When you walk through a camp, the reenactors are often “in character”: the women are talking about the horrible war and the difficulties of having to flee the conflict, and they are busy doing various things that women of that time would have done: making soap, hand sewing, cooking over a fire. The men are busy with their gear and weapons, or lining up for drill, getting ready for the main event of the day: a pretend battle with real powder (but no shot) and real guns (wow, there’s nothing like feeling the concussion of cannon fire), between men who have chosen sides between the blue (Union or “Federals”) and grey (Confederates). They decide ahead of time who will win, and who will get “shot” and fall in battle … and if you watch, you can see the fallen ones whispering to each other, and woe to anyone who accidentally chooses a fire ant hill for the place of his “demise.” After the battle, all the fallen rise, and they stand in a line down the field for a touching tribute to the men who actually did fight and die in the war that split our nation. (Oh, and did you know the South has several names for the Civil War, besides the War Between the States? The War of Northern Aggression, the War for Southern Independence, the Recent Unpleasantness …)

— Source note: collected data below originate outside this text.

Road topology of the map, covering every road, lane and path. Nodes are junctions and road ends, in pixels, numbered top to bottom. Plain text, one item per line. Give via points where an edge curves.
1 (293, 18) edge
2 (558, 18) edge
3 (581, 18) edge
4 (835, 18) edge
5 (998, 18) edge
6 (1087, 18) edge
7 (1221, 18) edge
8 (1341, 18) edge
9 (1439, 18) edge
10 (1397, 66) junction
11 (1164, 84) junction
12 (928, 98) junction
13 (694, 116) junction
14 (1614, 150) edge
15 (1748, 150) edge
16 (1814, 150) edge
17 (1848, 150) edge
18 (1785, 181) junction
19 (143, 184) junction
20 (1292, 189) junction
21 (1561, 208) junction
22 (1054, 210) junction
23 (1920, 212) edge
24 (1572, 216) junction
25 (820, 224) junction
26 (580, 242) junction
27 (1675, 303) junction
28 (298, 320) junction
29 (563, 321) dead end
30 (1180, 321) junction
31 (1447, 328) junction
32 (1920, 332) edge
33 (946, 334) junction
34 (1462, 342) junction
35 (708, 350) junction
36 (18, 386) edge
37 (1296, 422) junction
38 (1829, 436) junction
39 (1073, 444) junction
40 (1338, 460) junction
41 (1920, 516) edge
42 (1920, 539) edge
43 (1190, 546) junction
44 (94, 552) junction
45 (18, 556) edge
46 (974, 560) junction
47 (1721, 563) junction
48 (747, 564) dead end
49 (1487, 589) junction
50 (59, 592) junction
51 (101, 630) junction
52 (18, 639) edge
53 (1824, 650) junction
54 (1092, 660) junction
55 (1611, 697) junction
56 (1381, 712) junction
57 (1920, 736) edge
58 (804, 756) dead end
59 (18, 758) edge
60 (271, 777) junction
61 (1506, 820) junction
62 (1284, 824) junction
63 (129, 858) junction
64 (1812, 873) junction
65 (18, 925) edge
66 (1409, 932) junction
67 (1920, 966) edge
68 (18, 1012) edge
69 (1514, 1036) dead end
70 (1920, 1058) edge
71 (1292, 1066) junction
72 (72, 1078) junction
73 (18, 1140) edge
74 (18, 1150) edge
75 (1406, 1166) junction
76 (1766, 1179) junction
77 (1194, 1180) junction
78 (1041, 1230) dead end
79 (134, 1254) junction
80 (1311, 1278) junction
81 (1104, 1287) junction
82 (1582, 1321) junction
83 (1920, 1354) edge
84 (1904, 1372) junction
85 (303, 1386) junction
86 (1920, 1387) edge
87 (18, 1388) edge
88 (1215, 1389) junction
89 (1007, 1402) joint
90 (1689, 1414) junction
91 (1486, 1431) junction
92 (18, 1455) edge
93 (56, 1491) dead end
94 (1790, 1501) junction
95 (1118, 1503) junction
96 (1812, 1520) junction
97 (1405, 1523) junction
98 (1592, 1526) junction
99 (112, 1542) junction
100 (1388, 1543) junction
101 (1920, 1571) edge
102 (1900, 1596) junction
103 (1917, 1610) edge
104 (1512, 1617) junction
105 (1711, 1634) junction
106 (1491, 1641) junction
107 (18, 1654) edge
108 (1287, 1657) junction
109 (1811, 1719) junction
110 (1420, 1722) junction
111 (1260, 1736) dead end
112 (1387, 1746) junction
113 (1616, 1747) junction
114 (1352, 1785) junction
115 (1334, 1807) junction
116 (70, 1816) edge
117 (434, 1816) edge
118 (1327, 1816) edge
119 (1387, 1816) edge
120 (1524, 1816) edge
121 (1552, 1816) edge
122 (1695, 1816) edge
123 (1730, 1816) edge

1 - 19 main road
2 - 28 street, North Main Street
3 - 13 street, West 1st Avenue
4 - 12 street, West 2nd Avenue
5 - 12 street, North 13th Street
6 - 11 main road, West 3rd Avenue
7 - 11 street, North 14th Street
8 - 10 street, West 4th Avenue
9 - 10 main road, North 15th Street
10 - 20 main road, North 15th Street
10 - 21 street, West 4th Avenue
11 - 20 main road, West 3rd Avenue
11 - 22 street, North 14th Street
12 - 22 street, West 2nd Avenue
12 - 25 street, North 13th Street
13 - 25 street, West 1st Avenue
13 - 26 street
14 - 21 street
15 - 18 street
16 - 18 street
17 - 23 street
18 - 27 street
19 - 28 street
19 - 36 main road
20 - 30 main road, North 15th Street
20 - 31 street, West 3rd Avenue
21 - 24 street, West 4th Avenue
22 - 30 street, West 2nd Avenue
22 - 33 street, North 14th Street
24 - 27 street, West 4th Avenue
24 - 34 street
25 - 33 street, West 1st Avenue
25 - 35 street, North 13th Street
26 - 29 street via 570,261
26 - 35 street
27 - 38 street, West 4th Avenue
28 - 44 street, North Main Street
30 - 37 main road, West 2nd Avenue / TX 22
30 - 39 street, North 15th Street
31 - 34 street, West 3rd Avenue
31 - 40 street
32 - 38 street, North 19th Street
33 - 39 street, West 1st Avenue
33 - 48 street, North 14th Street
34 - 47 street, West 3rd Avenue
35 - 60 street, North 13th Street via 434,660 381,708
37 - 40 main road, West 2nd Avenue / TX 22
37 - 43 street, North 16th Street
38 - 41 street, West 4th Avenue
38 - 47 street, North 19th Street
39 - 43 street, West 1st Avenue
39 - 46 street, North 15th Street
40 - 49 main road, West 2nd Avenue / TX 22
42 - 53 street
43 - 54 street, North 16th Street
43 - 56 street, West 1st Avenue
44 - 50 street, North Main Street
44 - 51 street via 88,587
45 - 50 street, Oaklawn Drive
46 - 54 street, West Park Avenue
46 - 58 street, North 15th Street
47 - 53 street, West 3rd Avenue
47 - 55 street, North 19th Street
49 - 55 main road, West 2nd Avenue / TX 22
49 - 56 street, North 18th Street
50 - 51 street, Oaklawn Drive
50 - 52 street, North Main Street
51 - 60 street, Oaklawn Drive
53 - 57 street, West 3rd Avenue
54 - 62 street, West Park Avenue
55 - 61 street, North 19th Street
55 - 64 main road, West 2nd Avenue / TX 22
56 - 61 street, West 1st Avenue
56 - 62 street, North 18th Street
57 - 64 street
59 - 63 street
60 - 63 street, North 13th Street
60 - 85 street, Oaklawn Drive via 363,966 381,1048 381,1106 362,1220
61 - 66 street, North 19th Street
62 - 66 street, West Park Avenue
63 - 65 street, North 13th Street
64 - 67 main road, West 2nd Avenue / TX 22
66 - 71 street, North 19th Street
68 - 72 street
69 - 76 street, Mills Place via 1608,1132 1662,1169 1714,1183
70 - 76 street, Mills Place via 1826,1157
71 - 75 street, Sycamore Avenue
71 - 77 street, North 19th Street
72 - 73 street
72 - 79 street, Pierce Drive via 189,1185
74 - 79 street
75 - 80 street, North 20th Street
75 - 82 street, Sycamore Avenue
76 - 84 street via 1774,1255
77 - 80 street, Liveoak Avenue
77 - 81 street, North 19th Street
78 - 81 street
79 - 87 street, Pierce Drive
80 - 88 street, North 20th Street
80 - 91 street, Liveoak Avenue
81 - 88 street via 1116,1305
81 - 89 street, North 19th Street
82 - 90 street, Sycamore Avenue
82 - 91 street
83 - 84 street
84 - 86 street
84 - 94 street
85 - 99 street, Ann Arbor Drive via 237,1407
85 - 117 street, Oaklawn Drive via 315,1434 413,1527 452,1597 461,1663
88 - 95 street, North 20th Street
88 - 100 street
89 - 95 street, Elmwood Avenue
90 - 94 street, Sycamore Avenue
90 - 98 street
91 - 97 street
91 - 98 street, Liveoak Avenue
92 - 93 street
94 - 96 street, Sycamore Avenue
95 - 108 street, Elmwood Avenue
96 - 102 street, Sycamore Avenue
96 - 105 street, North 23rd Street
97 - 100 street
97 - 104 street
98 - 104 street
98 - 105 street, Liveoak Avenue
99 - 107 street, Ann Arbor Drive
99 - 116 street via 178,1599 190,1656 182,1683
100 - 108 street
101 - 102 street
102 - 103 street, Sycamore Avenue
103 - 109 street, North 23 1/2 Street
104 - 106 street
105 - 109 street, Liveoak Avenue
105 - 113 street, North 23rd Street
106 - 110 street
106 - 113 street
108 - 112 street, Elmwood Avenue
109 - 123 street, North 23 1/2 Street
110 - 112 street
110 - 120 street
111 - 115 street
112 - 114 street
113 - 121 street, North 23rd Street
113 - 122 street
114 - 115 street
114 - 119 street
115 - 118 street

As you can tell, I was quite charmed by the whole thing. Oh yes, and entire families often take up the hobby–it isn’t uncommon to see children in period dress running here and there in the camps. The people who do this take it very seriously, as the “kit” for getting started can cost quite a bit, and the standards for accuracy are high. (No seams that show should be by machine, for instance.)
One of the things I learned while touring the camps and talking to people was that many of them reenact “RevWar” as well as Civil War. I was further intrigued. So, when I saw advertisements for the “225th Siege of Charleston” event to be held spanning the three Ashley River plantations (Middleton Place, Magnolia Plantation, and Drayton Hall), I knew I had to go.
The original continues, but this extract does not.